R' Duvid Chaim,
First, thank you. Second, thank you. And of course, third... and onwards.
And as you said, the program is not about lust. As a byproduct of getting rid of resentments and fears, lust disappears. I am certainly not cured, but I can sense that the promises of the program are coming true. I have a new sense of awareness of the immediacy of life around me, the beauty of connecting to people and Hashem's world in a real and new sense, a sense of calm and serenity that I have not experienced before. A new level of patience and connection with my wife and kids, understanding and tolerance, that allows me to be happy even in the face of turmoil. Don't get me wrong -- I am not always "holding" there, but from where I was before to now is truly incredible.

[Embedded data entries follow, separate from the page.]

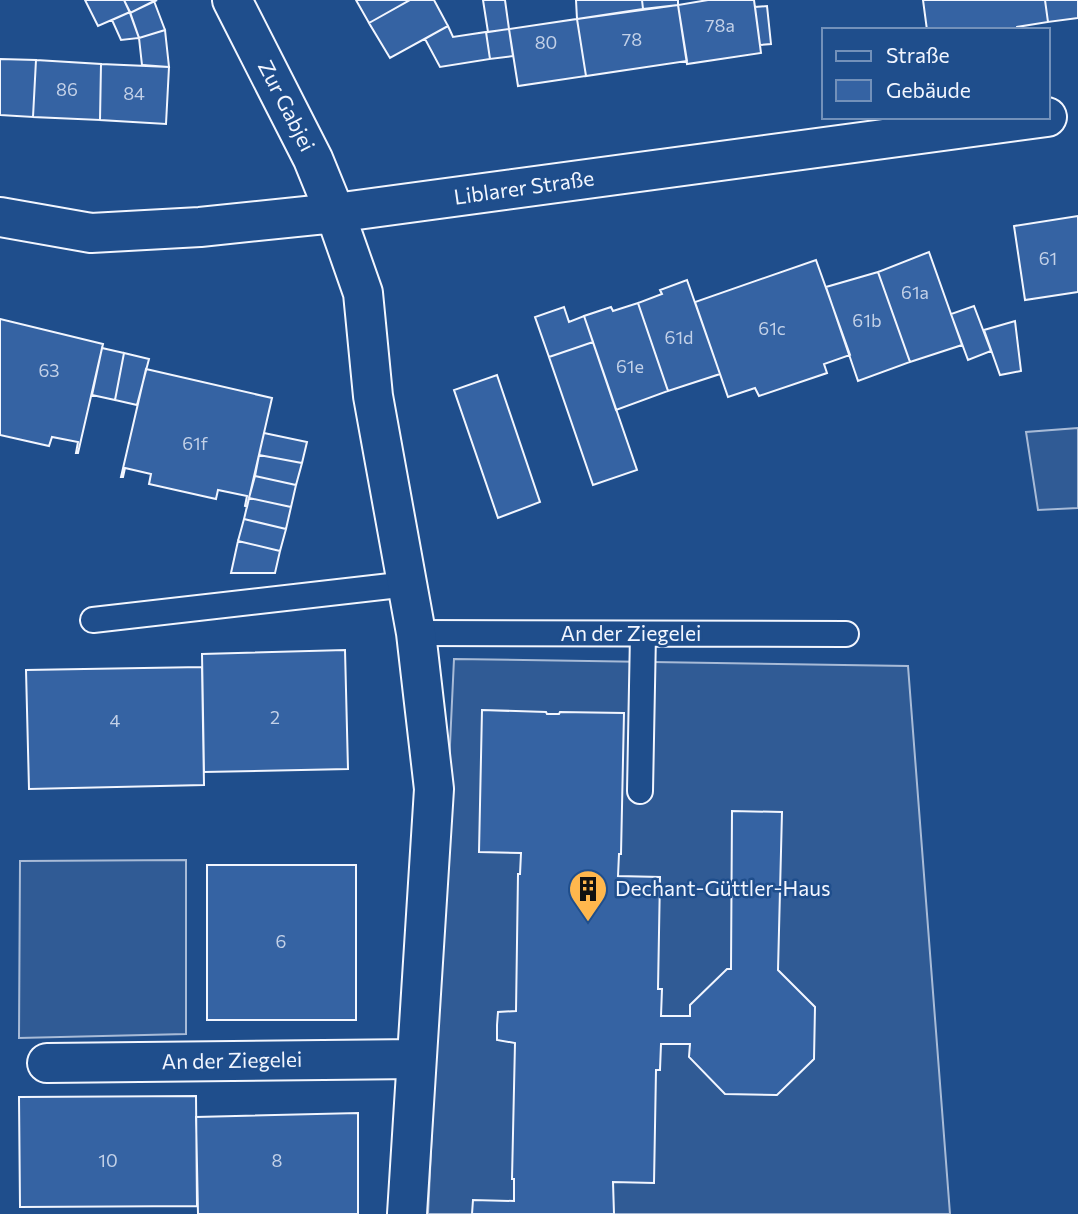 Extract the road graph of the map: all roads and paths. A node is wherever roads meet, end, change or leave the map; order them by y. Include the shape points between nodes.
1 (232, 0) edge
2 (1078, 113) edge
3 (1050, 117) edge
4 (1033, 119) edge
5 (335, 213) junction
6 (0, 217) edge
7 (408, 584) junction
8 (93, 620) dead end
9 (416, 633) junction
10 (643, 634) junction
11 (846, 634) dead end
12 (640, 791) dead end
13 (416, 1059) junction
14 (47, 1063) dead end
15 (407, 1214) edge

1 - 5 street, Zur Gabjei via 313,159
2 - 3 street, Liblarer Straße
4 - 5 street, Liblarer Straße
5 - 6 street, Liblarer Straße via 200,228 91,233
5 - 7 street via 363,293 373,397
7 - 8 lane
7 - 9 street
9 - 10 lane, An der Ziegelei
9 - 13 street via 434,789
10 - 11 lane, An der Ziegelei
10 - 12 lane
13 - 14 street, An der Ziegelei
13 - 15 street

Re: the lusting, first let me say that despite my 12 year "sobriety" I could never figure out how to stop the onslaught of illicit thoughts that would rush in to my brain as I closed my eyes on my pillow at night; my "pacifier" to put me to sleep. Somehow those thoughts have all but diminished, for the first time ever, which is a complete miracle. And when they do try to infiltrate, I have so far been successful for the most part (not always, and yes, I daven that the miracle should continue) to allow them to go "in one ear and... out the other." I attribute this solely to siyata d'Shamaya, perhaps because of my hishtadlus in joining the program, perhaps because G-d knows that I am trying to get closer to Him sincerely, perhaps for some other reason that I am probably not aware of. Also, my craving to see improper things on Blackberry has diminished greatly, and, bli ayn hara, I daven that it should not return. Also, when I avert my eyes from things I should not see, it is not as painful as it used to be; in fact I get an inner simcha when I am successful to be able to focus away from what I remind myself is counterfeit joy and turn my attention to true joy. Also, I am taking new joy in my wife, no longer focused on my resentfulness of her overweight, and am learning to love her deeply and truly. What could be better? Not a religious life - a SPIRITUAL life. Simple, obvious, yet only finally beginning to be completely accessible now.
R' Duvid Chaim, your name bespeaks your purpose: you give CHAIM through your loving, blunt, caring presentation of the program to withered souls who crave the reviving waters of true simcha and chesed. I am making it my purpose and my mission to become a person who "gets out of my head" and starts living for others and for Hashem. May He give you, the Chevra, me and all of Klal Yisroel the continued siyata shemaya to gain a true refuah and connect truly to Him alone. Thank you - todah - I am modeh to you from the bottom of my heart.